Congrats on getting out CS2, Alex. It just sounds amazing! I totally love your demo songs - soooo beautiful!

Marco


----------



## Sam (Mar 5, 2012)

Hi Alex

the marcato is awesome..., it will just be perfect to add it in the arco patch (for example at maximum velocity), so we can start a legato line with a powerfull marcato


----------



## Udo (Mar 5, 2012)

Alex, have you given up on your political aspirations or could you be sidetracked again by the next NSW State Elections? :wink: 

BTW, I read you're a trumpet player. Will you "blow your own horn" when recording Cinematic Brass?


----------



## palestrina7 (Mar 5, 2012)

*Re: Cinematic Strings 2 problems*

Hello everyone! Palestrina7 here... I am a new arrival here. I am a music professor, teaching Music Technology courses and conducting the orchestra at my university. I have a great personal studio with Kontak5 on a slave with 16 Gigs of ram (aaahhhh!) I own all of the VSL strings, Kirk Hunter, Project Sam, Garritan, etc.

I just bought CS2 yesterday and got it installed, and as I finally sat down to try the patches for the first time (tension builds....) I nearly died when I heard a phantom octave above the first played note. I quickly checked my Kontakt EQ settings, filters, etc, to see what had happened, but I found nothing... at all. I was very disappointed to realize that the phantom note was in every patch, every note, exactly one (but not-quite-in-tune) octave above. I'll make an mp3 tonight.

I am pretty good with this stuff, but I honestly have no idea what is happening. If any of you have experienced anything similar, I'd love to hear from you.

The other perplexing problem I discovered very quickly was that note-on velocity was nonfunctional.
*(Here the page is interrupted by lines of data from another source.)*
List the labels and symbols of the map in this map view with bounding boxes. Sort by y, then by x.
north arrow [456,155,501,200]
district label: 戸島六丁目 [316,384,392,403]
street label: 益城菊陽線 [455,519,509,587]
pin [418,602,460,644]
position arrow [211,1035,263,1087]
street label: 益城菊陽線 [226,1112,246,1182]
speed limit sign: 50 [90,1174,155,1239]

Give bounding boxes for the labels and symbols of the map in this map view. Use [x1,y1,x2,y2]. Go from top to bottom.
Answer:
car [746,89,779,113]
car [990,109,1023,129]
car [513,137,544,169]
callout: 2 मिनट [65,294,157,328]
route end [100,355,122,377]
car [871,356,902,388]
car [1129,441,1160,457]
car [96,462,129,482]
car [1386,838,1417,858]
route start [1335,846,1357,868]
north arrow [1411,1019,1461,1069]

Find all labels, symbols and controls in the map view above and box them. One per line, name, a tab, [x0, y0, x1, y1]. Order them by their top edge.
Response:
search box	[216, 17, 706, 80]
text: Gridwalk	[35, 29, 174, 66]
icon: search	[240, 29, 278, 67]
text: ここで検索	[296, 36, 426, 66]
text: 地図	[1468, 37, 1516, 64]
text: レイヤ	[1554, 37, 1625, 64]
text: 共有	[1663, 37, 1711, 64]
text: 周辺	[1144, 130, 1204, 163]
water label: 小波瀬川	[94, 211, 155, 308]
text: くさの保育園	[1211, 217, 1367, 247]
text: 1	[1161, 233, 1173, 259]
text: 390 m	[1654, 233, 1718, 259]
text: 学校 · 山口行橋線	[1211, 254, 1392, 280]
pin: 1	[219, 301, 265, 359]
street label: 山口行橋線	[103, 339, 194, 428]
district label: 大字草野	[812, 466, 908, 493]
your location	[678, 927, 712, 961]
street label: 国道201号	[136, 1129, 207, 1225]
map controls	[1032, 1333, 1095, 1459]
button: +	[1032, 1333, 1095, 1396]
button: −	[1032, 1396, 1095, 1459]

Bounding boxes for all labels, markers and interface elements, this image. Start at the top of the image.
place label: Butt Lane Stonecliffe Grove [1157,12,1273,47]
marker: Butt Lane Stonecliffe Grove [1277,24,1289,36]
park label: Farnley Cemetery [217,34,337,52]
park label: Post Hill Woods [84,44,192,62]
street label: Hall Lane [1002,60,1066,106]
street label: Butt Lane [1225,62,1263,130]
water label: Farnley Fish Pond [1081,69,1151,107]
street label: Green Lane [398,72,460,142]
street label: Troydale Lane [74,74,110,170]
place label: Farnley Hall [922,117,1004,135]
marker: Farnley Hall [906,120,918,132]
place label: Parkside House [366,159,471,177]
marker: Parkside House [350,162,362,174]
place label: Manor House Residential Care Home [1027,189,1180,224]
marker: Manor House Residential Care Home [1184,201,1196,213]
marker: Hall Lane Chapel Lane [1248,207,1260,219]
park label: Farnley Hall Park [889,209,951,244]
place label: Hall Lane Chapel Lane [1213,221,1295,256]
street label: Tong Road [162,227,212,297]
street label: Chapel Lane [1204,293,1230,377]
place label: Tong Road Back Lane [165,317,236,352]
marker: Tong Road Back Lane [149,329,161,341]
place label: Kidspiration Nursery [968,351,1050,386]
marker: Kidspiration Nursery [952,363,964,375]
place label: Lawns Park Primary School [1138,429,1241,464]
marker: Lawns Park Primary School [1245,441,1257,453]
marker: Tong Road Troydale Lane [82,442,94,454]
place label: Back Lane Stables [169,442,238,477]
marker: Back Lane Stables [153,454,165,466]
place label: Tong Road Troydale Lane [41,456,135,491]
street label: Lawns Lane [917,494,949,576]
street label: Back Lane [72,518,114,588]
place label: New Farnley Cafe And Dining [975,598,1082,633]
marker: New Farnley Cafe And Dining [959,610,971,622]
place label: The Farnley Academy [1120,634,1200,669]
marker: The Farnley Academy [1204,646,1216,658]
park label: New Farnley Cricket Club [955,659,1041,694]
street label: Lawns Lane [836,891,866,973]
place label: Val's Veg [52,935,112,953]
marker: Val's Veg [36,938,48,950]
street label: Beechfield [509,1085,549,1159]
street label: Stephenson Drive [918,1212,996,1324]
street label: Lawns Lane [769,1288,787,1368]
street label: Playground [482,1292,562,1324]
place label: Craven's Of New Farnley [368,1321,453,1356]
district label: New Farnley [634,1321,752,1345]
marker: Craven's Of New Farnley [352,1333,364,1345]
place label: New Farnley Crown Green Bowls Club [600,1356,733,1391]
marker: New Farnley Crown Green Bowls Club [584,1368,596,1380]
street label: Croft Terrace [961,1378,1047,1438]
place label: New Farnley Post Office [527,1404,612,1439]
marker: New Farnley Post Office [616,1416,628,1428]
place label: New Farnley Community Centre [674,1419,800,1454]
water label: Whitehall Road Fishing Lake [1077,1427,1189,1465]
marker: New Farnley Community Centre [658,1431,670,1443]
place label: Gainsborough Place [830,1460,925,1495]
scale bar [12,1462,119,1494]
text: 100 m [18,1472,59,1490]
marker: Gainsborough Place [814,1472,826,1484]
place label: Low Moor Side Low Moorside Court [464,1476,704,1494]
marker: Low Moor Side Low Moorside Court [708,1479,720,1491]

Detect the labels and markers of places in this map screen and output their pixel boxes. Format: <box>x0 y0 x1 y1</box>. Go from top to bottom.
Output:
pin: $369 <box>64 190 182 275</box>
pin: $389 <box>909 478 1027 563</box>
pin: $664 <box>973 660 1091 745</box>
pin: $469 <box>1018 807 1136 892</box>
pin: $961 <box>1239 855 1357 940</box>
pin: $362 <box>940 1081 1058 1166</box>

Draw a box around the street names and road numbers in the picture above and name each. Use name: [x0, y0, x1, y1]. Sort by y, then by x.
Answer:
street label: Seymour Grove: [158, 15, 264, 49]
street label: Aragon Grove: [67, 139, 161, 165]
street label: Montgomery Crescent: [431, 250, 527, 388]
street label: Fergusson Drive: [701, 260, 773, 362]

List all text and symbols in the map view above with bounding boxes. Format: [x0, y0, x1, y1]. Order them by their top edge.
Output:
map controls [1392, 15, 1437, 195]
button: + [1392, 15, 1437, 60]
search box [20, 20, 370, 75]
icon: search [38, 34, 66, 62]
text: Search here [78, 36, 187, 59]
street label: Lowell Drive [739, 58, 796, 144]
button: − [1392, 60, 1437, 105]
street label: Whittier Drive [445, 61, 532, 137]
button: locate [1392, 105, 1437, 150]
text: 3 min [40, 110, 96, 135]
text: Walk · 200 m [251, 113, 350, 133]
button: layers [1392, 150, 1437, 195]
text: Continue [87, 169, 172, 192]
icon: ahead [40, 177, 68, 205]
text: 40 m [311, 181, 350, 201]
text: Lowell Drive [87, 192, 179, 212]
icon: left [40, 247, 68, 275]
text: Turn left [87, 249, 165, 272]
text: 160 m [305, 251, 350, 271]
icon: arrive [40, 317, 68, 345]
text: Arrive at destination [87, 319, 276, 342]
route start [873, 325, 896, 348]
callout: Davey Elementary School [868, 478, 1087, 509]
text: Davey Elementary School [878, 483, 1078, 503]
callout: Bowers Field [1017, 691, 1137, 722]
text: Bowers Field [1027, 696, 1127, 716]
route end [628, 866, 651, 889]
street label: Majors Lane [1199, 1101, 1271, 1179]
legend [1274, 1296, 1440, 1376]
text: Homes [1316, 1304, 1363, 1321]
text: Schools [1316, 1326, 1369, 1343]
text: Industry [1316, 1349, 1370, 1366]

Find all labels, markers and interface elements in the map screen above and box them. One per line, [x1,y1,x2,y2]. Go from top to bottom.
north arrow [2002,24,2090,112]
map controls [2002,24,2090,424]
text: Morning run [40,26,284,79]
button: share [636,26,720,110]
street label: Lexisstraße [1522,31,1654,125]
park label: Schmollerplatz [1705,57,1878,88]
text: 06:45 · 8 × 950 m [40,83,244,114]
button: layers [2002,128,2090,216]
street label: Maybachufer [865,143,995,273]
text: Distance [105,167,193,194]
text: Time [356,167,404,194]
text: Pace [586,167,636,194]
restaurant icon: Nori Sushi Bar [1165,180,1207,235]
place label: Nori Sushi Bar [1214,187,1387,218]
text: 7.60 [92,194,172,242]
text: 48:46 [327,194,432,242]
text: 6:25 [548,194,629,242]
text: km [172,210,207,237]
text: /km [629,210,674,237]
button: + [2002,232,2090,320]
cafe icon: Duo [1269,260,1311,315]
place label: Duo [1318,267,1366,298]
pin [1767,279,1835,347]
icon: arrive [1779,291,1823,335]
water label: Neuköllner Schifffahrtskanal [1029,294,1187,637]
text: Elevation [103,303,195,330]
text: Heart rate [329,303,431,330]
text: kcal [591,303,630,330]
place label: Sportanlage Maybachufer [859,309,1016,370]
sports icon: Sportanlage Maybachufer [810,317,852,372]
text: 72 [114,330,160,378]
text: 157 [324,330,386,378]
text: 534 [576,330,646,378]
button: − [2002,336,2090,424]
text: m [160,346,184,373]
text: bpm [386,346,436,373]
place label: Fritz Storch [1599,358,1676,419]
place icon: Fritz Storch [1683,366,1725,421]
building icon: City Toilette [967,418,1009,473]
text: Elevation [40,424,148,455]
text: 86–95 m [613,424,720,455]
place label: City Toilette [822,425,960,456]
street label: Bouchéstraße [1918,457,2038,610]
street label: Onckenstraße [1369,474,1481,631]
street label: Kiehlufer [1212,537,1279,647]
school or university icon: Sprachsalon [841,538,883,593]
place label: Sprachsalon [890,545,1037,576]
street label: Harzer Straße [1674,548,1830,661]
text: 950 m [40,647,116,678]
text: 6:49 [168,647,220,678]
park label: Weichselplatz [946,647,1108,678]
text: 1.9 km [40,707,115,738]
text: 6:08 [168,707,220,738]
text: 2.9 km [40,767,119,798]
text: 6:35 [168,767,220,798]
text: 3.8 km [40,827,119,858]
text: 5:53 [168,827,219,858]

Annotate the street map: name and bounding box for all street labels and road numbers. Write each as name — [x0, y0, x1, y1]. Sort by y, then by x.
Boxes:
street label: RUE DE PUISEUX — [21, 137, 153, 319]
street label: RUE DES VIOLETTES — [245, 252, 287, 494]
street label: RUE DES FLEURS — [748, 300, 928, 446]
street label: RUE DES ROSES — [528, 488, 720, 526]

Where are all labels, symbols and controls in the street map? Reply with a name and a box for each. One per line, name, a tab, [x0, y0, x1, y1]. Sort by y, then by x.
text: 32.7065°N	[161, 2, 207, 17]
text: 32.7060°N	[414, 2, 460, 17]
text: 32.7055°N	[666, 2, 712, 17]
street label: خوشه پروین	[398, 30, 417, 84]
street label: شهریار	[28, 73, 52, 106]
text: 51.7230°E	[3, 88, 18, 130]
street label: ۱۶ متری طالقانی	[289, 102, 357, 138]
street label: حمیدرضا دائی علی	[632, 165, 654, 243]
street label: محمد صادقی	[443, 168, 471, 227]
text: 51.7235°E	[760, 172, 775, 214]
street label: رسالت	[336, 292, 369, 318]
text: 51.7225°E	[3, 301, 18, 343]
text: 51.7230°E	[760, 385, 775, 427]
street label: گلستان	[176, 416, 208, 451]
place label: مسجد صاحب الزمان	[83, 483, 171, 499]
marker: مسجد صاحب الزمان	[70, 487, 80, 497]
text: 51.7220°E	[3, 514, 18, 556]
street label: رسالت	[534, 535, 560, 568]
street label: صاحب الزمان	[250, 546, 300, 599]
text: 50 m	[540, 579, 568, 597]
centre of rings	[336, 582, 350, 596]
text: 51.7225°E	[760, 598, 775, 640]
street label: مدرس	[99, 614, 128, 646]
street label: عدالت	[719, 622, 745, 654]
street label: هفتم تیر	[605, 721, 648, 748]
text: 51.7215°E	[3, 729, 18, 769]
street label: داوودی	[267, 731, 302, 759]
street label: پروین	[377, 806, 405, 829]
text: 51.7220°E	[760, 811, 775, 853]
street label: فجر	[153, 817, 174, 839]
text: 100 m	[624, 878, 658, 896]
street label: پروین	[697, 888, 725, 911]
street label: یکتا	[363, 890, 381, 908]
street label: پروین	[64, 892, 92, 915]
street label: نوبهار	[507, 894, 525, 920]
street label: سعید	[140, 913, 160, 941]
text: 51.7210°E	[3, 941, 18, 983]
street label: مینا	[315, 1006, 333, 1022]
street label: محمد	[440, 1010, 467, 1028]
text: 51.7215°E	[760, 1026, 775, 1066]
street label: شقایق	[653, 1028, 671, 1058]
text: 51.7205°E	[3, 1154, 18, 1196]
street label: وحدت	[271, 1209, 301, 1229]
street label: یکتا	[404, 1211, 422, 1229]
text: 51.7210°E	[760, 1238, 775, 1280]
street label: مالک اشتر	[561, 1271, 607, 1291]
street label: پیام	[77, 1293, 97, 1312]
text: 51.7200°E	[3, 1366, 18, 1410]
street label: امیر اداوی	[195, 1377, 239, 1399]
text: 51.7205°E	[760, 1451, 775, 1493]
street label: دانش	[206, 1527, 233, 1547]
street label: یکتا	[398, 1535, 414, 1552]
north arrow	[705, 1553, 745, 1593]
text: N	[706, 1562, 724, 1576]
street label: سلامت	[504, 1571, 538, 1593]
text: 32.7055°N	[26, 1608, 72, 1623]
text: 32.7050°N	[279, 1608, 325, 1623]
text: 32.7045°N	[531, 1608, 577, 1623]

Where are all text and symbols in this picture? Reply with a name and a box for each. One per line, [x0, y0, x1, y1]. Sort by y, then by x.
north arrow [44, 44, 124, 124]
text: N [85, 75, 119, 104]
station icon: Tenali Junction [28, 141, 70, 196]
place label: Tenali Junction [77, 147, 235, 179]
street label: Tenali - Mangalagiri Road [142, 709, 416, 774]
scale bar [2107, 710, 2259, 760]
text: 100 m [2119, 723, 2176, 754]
I literally got the same volume level from a velocity of 125 as I did from 5. My other libraries work just fine. I emailed Alex, and hope to hear from him soon. But if anyone has some advice, please feel free to contact me here or directly.

Cheers [email protected]


----------



## zvenx (Mar 5, 2012)

I am loving this library.. I love how it sounds...... and also it is easy to use...no unlearning and relearning that sustain pedal doesn't actually mean sustain etc....right amount of features and flexibility for me at least.
so far very happy with this purchase.

rsp


----------



## DocMidi657 (Mar 5, 2012)

Just bought 2.0 and LOVING IT. Wow is this ez to get around and EXTREMELY playable!
This interface rules! Way to go Alex!
Dave


----------



## DocMidi657 (Mar 5, 2012)

*Re: Cinematic Strings 2 problems*



palestrina7 @ Mon Mar 05 said:


> The other perplexing problem I discovered very quickly was that note-on velocity was nonfunctional. I literally got the same volume level from a velocity of 125 as I did from 5. My other libraries work just fine. I emailed Alex, and hope to hear from him soon. But if anyone has some advice, please feel free to contact me here or directly.
> 
> Cheers [email protected]



Hi Palestrina,

I believe "Velocity control" depends on which articulations you use. For some of the Articulations you'll need to use the mod wheel to vary the dynamics. See this excerpt from their site from a review of the earlier version of Cinematic Strings:

When auditioning the sustains, tremolos and trills, I was surprised to find that they don’t respond to velocity — and that’s because CS favours the ‘velocity crossfade’ approach of mod-wheel dynamic control. If you want to play these long-note articulations with two hands and incorporate real-time dynamic variation, you can use the instrument’s ‘CC setup’ page to reassign velocity control from the wheel to a footpedal. An alternative method is to record MIDI parts with no dynamics, then draw on-screen velocity curves after the event. Coming from a playing background, I was initially sceptical about this approach, but after discovering that a simple up-and-down velocity curve drawn on Logic’s Hyperdraw page produced a subtle, emotive, musically convincing and utterly smooth crescendo-diminuendo from the strings, I became a convert. However, I was glad to see that the pizzicatos and staccatos are velocity-controlled in the traditional way.


----------



## zvenx (Mar 5, 2012)

I would just love a way to change the velocity at which point the bartok pizzicato come in....

rsp


----------



## Alex W (Mar 5, 2012)

Palestrina - check your email / PM 

Zvenx - if you want to just send me a quick email via the contact page on our website, I can help you do this 

http://www.cinematicstrings.com/index.php/contact


----------



## Alex W (Mar 5, 2012)

Thanks everyone for the ongoing kind comments and support btw, means a lot .



Udo @ Tue Mar 06 said:


> Alex, have you given up on your political aspirations or could you be sidetracked again by the next NSW State Elections? :wink:
> 
> BTW, I read you're a trumpet player. Will you "blow your own horn" when recording Cinematic Brass?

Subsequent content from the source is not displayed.